China is cracking down on social media comments, ordering all websites, apps and other platforms to seek political approval of public comments – including emoticons – in news articles before they are published in the press. latest extension of government censorship.

“Wherever comments are enabled on a news article, a system must be in place to review comments before they are published,” a directive from the powerful Cyberspace Administration said on Wednesday.

“Anyone who provides comments under posts in the territory of the People’s Republic of China must abide by these regulations,” he said.

The rules apply to all platforms that have the ability to display public opinion or be used for “social mobilization”, and comments in the form of text, emoticons, images, audio and video, specifies the directive.

Comments on uninformative posts should be moderated after they are posted, he said. The regulations come into effect on December 15.

Service providers should set up dedicated teams to review and edit feedback, and strengthen staff training, and implement a “user classification” system and “credit rating” of user feedback behaviors , did he declare.

The measures come after authorities in Xinjiang said they were investigation of three men for “maliciously flooding” a live-streamed government press conference with comments criticizing COVID-19-related restrictions in the regional capital, Urumqi.

The cyberspace administration had anonymous comments already banned in a 2017 directive that also required online service providers to collect information about the identity of such commenters.
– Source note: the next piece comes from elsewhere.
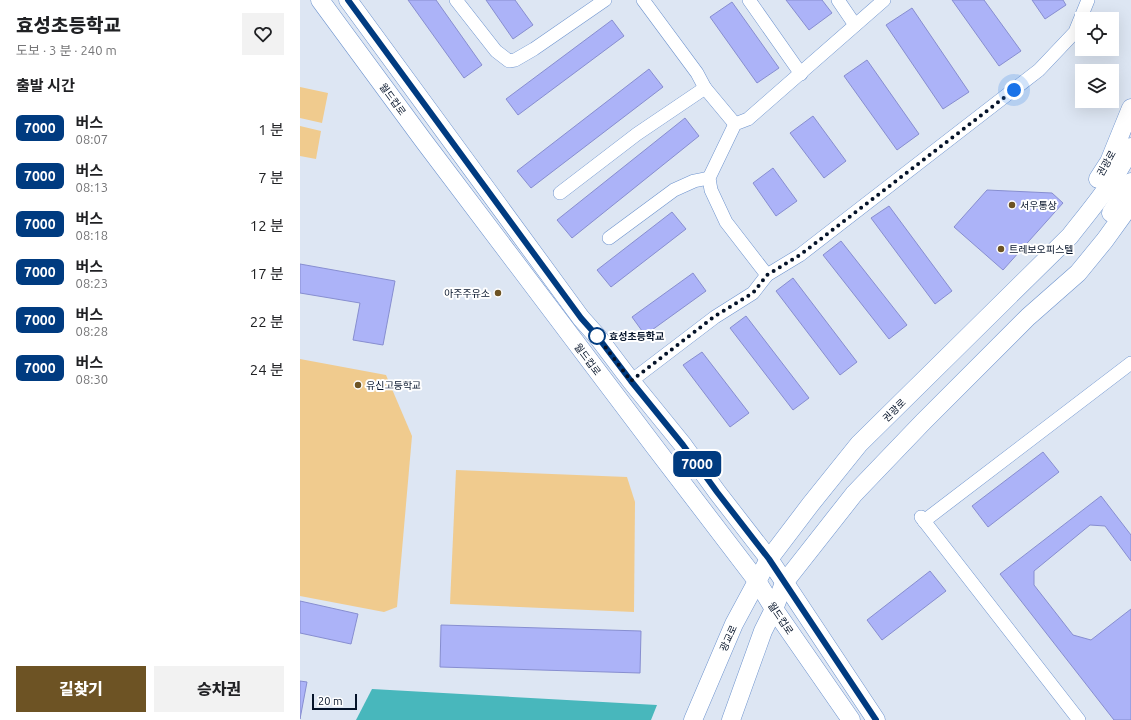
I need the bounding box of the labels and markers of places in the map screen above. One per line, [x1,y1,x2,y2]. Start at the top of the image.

The new rules will replace that directive, according to state broadcaster CCTV.

Stifle public discourse

Zhejiang scholar Jiang Gan said authorities are likely to go after comments as the last bastion of public criticism, especially when tied to current events.

“The authorities don’t want hot topics like major news stories or disasters that the public might care about to start becoming trends,” Jiang told RFA. “They impose various regulations on information service providers to restrict [online commenting].”

Jiang said the government was likely seeking to weed out any public criticism of government policy, including party leader Xi Jinping’s zero COVID policy, following the 20th Communist Party Congress in October.

Yang Haiying, a professor at Shizuoka University, said the move had caught the attention of Japanese media. “It shows that they want to expand their control over cyberspace and maintain a pristine Communist Party image,” Yang said.

“It will mean people can’t comment on issues like…zero-COVID, or local banks or other issues.”

Washington-based think tank Freedom House has identified online comments and hashtag campaigns as an important form of public dissent in China.

“People in China are speaking out”

In an article published Thursday on his website, Kevin Slaten, who runs the group’s China Dissent Monitor, wrote that “people in China frequently challenge those in power, both collectively and individually.”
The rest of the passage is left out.